The folks at iFixIt show no bias when it comes to tearing apart electronic gadgets. We mention this because Apple is notorious for intentionally making its products difficult to repair or service at home, but clearly the Cupertino outfit is not the only culprit. If you add the two repairability scores of the Surface Laptop and Surface Pro, the combined tally only comes to 1 out of 10. Yeah, it's like that.
Let's start with the 13.5-inch Surface Laptop. Rather than use screws to hold the chassis together, getting inside the Surface Laptop requires peeling up the fabric cover that surrounds the keyboard. It becomes clear from the early going that this is a one-way street.
"Jimmy in hand, we start popping clips and peeling adhesive. Already, this doesn't feel like it's going back together," iFixIt notes. "We try to remove the fabric cover, but the going gets a lot tougher south of the keyboard."
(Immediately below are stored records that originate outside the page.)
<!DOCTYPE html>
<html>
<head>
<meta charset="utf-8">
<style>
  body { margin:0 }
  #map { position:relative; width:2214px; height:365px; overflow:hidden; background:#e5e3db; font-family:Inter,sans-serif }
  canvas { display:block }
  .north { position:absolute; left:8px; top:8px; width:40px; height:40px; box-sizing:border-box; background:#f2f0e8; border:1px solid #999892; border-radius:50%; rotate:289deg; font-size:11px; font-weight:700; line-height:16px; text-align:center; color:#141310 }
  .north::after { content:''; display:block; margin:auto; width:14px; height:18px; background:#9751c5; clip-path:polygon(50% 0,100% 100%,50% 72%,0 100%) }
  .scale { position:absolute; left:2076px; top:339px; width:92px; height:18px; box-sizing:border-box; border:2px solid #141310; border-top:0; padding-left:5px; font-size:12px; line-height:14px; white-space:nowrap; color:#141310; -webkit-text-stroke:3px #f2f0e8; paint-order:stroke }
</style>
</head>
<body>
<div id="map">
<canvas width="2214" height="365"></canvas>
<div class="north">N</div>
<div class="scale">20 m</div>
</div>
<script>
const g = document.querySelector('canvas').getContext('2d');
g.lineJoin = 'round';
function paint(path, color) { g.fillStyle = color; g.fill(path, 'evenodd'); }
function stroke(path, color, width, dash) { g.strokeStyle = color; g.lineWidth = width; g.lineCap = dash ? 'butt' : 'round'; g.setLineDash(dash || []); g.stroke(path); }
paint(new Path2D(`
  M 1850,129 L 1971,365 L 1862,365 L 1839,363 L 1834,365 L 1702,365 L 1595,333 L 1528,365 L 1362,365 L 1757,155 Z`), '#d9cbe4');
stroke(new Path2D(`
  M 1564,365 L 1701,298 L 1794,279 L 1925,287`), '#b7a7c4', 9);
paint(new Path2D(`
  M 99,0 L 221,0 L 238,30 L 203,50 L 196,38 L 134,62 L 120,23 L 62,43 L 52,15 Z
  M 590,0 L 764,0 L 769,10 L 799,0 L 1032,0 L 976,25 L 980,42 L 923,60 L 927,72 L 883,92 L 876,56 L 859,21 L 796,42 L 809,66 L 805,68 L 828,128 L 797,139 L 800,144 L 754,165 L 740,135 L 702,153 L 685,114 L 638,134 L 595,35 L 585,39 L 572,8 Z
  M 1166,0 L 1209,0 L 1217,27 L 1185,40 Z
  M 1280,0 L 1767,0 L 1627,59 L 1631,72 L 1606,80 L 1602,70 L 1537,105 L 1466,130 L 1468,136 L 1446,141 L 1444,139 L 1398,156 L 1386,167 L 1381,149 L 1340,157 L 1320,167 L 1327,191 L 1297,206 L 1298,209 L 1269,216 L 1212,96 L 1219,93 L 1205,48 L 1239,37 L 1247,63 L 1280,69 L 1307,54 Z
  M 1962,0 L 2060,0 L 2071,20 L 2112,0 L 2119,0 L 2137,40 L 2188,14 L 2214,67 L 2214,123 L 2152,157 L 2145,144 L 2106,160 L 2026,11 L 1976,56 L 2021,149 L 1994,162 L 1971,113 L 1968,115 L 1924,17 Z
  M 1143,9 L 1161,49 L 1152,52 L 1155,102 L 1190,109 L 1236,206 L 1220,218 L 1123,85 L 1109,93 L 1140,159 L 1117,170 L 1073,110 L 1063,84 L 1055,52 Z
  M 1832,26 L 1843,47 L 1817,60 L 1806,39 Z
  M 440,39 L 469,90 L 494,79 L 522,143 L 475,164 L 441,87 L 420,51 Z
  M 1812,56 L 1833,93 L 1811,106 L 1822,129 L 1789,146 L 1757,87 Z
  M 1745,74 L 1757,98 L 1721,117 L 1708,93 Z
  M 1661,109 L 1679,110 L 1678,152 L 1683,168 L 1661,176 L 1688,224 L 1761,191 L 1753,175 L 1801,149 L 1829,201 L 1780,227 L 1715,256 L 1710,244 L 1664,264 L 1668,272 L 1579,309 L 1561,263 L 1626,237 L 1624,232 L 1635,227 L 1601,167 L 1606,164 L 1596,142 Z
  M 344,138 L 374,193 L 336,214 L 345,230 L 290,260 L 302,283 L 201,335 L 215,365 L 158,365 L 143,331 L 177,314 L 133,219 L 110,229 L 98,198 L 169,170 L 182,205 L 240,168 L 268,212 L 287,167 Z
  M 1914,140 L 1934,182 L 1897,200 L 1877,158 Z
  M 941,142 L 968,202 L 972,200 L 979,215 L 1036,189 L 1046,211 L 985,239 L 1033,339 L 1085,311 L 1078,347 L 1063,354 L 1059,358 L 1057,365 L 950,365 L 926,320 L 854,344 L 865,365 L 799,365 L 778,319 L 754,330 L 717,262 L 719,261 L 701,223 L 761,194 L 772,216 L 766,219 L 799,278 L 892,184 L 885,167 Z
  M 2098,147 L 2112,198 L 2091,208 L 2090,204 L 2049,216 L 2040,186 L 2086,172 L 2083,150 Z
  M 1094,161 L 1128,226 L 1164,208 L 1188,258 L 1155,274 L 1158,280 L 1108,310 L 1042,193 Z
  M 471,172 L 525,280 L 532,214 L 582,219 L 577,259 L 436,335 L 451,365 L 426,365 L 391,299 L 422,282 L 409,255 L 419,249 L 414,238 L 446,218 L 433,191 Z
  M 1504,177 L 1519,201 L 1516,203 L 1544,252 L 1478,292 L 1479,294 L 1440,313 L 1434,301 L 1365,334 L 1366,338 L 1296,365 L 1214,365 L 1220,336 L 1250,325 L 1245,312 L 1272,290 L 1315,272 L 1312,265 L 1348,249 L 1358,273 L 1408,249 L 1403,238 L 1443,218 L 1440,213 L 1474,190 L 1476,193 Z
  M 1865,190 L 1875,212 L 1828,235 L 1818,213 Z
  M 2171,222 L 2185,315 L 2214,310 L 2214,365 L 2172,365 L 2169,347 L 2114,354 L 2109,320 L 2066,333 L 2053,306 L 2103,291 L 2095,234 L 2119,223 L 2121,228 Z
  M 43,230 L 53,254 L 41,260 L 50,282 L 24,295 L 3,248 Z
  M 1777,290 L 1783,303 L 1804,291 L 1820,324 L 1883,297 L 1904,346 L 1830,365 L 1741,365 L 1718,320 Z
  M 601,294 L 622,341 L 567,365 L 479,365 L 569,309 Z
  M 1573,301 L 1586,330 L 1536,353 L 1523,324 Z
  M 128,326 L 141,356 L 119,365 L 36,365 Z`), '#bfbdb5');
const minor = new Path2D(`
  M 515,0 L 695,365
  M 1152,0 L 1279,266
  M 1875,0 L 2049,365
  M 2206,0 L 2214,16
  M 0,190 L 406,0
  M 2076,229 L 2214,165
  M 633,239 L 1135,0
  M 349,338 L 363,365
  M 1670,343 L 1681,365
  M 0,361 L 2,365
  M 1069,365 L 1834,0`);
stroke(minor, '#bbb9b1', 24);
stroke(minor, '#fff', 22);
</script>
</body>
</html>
That is because there is a metal shield underneath with even more adhesive and plastic bits holding down the fort. The clips prove to be "weak ultrasonic spot welds" that are not reusable. The verdict from the moment you tear into this thing is that it's "definitely not going back together without a roll of duct tape."
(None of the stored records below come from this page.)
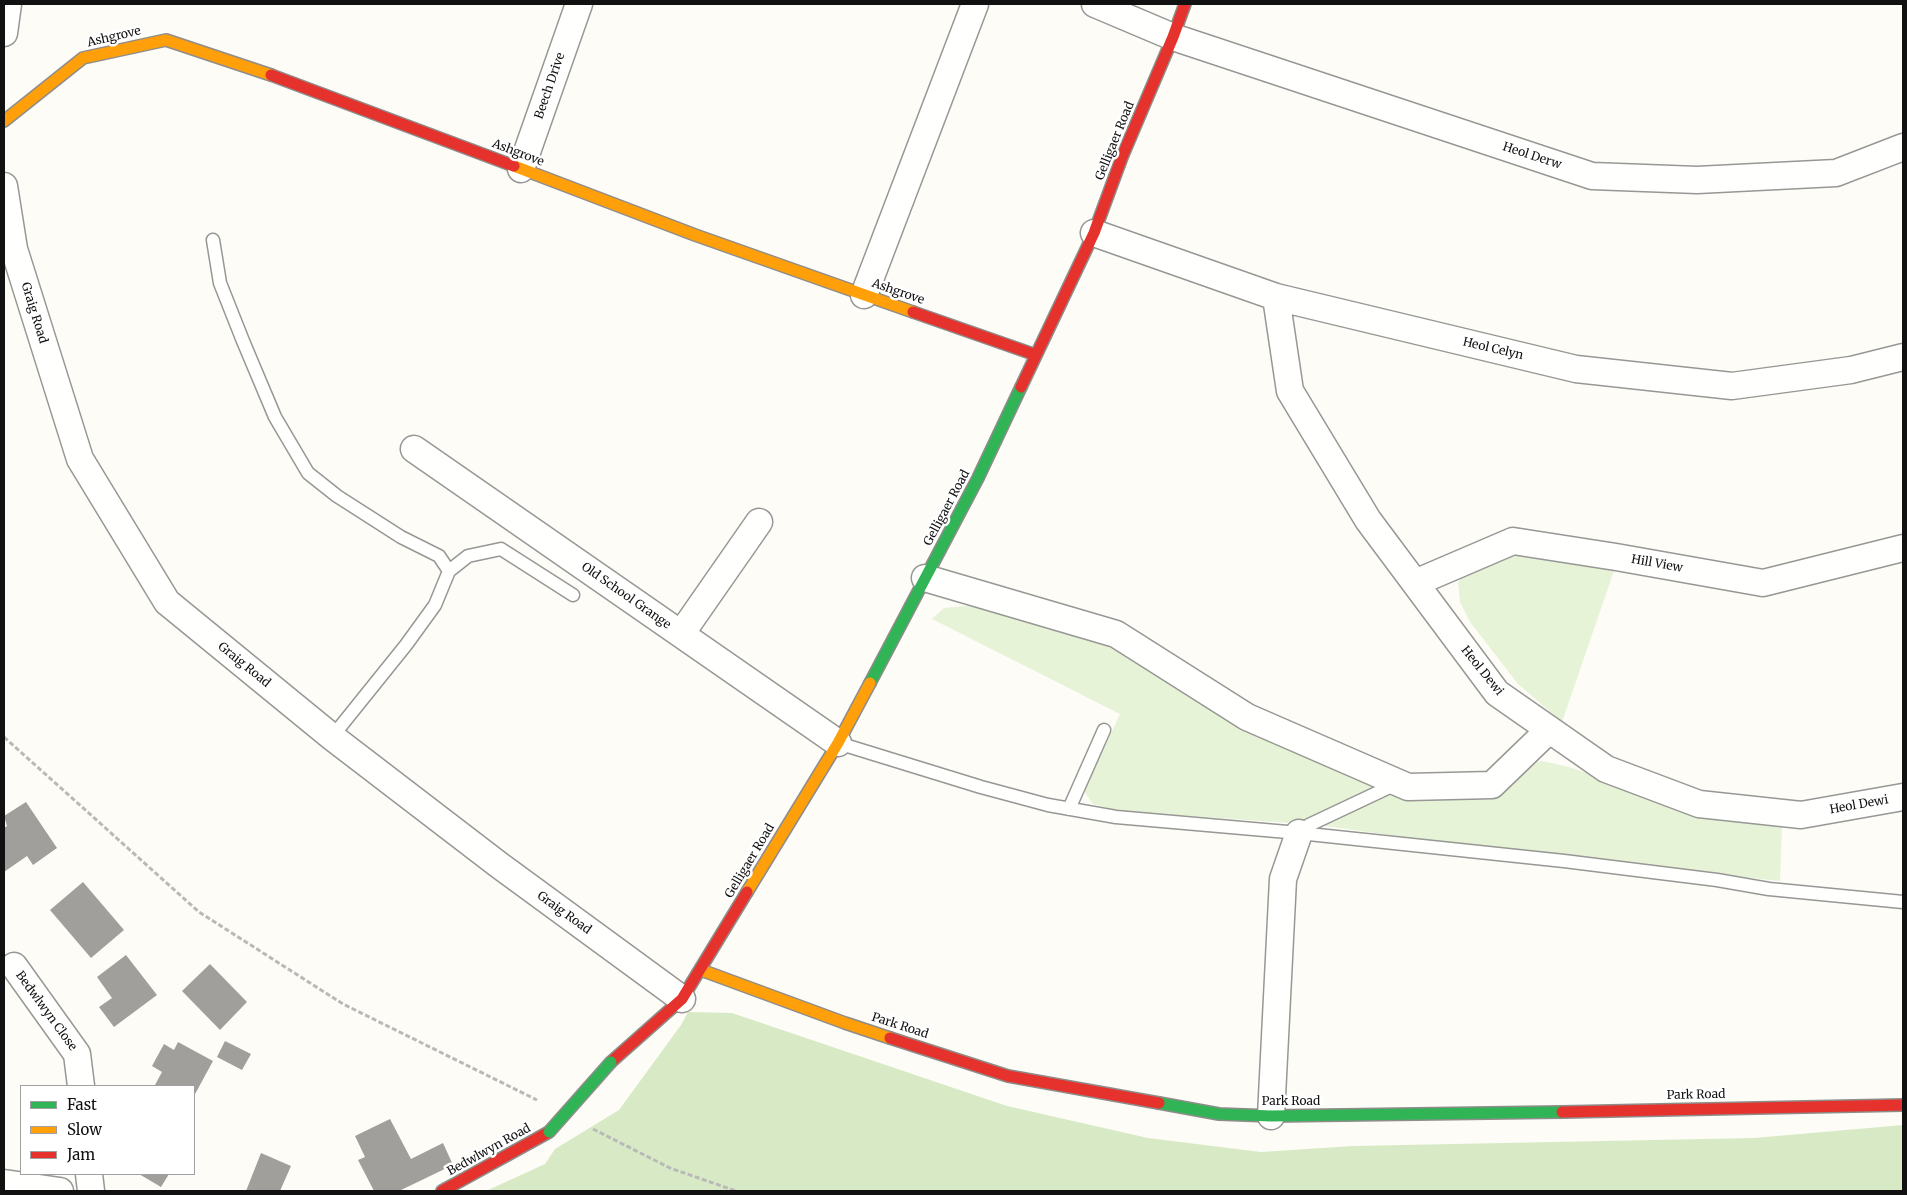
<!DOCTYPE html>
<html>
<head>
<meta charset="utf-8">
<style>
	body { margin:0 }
	#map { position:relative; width:1907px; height:1195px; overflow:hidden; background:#fdfcf7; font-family:Merriweather,serif }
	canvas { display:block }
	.frame { position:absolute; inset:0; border:5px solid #111; pointer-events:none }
	.legend { position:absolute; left:20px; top:1085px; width:175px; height:90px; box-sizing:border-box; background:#fff; border:1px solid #a0a0a0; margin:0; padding:6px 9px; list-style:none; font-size:15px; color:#111 }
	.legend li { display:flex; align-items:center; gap:10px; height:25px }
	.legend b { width:25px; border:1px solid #a0a0a0 }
</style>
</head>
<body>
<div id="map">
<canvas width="1907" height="1195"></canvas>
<div class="frame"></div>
<ul class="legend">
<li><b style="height:6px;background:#30b455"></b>Fast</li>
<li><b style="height:6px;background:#ff9f0a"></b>Slow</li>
<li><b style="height:6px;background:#e5322d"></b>Jam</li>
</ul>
</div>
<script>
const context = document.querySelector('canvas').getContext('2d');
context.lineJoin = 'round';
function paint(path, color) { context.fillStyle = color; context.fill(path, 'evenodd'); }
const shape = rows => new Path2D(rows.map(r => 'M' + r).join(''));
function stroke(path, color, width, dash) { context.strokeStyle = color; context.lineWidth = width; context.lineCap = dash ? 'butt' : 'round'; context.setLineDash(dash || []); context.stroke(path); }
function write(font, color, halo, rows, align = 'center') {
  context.font = font + ' Merriweather,serif'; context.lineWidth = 5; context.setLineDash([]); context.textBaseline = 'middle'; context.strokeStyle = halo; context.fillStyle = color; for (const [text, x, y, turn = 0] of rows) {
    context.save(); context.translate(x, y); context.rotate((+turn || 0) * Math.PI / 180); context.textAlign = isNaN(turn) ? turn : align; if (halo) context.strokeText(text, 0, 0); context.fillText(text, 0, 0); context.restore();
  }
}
paint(shape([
	[1500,551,1617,562,1562,722,1518,684,1470,622,1460,602,1458,583,1466,566],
	[966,606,1003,608,1071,627,1407,793,1521,765,1542,761,1569,767,1694,808,1782,827,1780,881,1501,851,1319,825,1119,811,1093,804,1084,791,1120,714,932,619,944,608]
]), '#e7f3d7');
paint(shape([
	[688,1012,732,1013,1007,1106,1148,1138,1261,1152,1353,1146,1754,1138,1903,1125,1903,1191,486,1191,545,1164,555,1149,619,1110,681,1025]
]), '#d8eac5');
paint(shape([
	[26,802,57,848,33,865,27,856,4,872,4,828,7,826,4,816],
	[83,882,124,930,91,958,50,910],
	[126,955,157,995,114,1027,99,1007,112,998,97,977],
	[210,964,247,1002,220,1030,182,991],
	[225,1041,251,1054,242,1070,217,1057],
	[178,1042,213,1061,194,1096,194,1086,158,1086,155,1085,162,1072,152,1066,164,1044,174,1050],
	[390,1119,411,1159,443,1143,453,1165,399,1191,374,1191,358,1160,365,1157,355,1136],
	[261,1153,291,1166,280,1191,246,1191],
	[139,1174,169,1174,161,1187]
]), '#a19f9c');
const lane = shape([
	[213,240,220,283,243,341,275,417,308,473,337,496,401,537,439,556,449,571,435,605,406,645,332,737],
	[449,571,468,556,501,549,573,595],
	[838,743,981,787,1048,805,1116,817,1299,833],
	[1398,783,1309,825,1299,833,1564,861,1717,880,1769,889,1903,902],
	[1069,809,1104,730]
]);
const street = shape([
	[1095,4,1173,37,1592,176,1697,180,1836,173,1903,147],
	[4,33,8,4],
	[521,169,579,4],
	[4,186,14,249,80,459,167,602,332,737,499,865,682,999],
	[1094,233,1276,297,1576,369,1732,386,1851,370,1903,357],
	[864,295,975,4],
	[1276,297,1290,391,1368,520,1497,693,1606,769,1699,804,1801,815,1903,797],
	[414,449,838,743],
	[925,578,1116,634,1247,717,1408,787,1492,785,1549,730],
	[1415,583,1513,541,1616,557,1763,583,1903,548],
	[681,634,759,522],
	[14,966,77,1054,81,1086],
	[1271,1116,1283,879,1299,833],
	[89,1174,91,1191],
	[4,1183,60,1191]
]);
const fast = shape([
	[870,683,978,478,1021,387],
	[1159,1103,1219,1114,1271,1116,1562,1112]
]);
const slow = shape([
	[4,121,83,58,166,40,271,75],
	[514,166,695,235,913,312],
	[747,892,838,743,870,683],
	[701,970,845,1023,890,1038]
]);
const jam = shape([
	[271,75,514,166],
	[913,312,1036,355],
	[1021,387,1094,233,1122,157,1173,37,1185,4],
	[890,1038,1008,1076,1159,1103],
	[611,1062,682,999,747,892],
	[1562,1112,1903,1105],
	[442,1191,549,1132]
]);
stroke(lane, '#979795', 15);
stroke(street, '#979795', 29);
stroke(fast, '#8e8d8b', 14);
stroke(slow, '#8e8d8b', 14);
stroke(jam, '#8e8d8b', 14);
stroke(shape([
	[4,737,199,912,343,1004,537,1100],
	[593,1129,670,1168,736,1191]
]), '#b9b9b8', 3, [5, 2.5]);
stroke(lane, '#fffffe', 12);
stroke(street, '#fffffe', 26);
stroke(fast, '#30b455', 11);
stroke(slow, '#ff9f0a', 11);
stroke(jam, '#e5322d', 11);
const fastBridge = shape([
	[549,1132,611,1062]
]);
stroke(fastBridge, '#8e8d8b', 14, []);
stroke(fastBridge, '#30b455', 11);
write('12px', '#111', '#fff', [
	["Ashgrove",114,37,-13],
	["Beech Drive",550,86,-71],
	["Gelligaer Road",1115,141,-68],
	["Ashgrove",518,153,21],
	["Heol Derw",1532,156,18],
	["Ashgrove",898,292,19],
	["Graig Road",34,313,73],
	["Heol Celyn",1493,349,13],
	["Gelligaer Road",947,508,-62],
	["Hill View",1657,564,10],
	["Old School Grange",626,596,35],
	["Graig Road",244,665,39],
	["Heol Dewi",1482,671,51],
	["Heol Dewi",1859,805,-10],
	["Gelligaer Road",750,861,-59],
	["Graig Road",564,913,36],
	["Bedwlwyn Close",46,1011,54],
	["Park Road",900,1026,18],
	["Park Road",1696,1095,-1],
	["Park Road",1291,1102],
	["Bedwlwyn Road",489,1150,-29]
]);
</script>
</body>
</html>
More challenges await. The keyboard plate is held with a long cable connecting it to the body, but the connector itself is trapped under a clip-on shield on the motherboard. The design is actually fairly common among Surface devices (and challenging).
In the end, the Surface Laptop scored a 0 out of 10 repairablity score. Clearly "this laptop is not meant to be opened or repaired," and you can't get inside "without inflicting a lot of damage." Even then, just getting to the battery requires several steps—it is "difficult and dangerous to replace." And on top of it all, the CPU, memory, and onboard storage are all soldered to the motherboard.
Getting inside and repairing or upgrading parts from a fifth generation Surface Pro is not much easier. Externally, it looks nearly identical to its predecessor, save for larger vents and a better hinge design. The process of opening it up remains the same—heat up the exterior, suction up the display, and slice through the adhesive with an opening pick.
Once inside, you'll have to remove a few parts before the motherboard is free. There is a heatsink that stands in the way, and once that is plucked, you'll find that the motherboard is trapped under a speaker and a sensor/camera bezel.
Dig down far enough and you will eventually find your way to the battery, which is a "pain to remove." It does not seem to fit back quite the same either. On the plus side, Microsoft swapped out the battery from its previous Surface Pro model for one that has 18 percent more capacity. The 45 Wh battery in the Surface Pro is also considerably more capacious than the 30.8 Wh battery found in the 10.5-inch iPad Pro.
When the dust settled, the Surface Pro emerged with a 1 out of 10 repairabilty score. Technically that is better than the Surface Laptop, but let's be real, neither one is built for DIY servicing. In this case, there is lots of adhesive to contend with, including on the display and battery. The SSD is no longer removable in the Surface Pro, and replacing any of the parts requires removing the display assembly, which is an easy part to damage.
Keep in mind that none of this means these are bad products. The level of difficulty associated with DIY repair represents an unfortunate trend in today's increasingly thin and light portable devices, but the market has spoken and the message is that extreme portability matters. To get around these DIY trade offs, buy the beefiest configuration you can afford to stave off the need for an upgrade, and consider an extended warranty.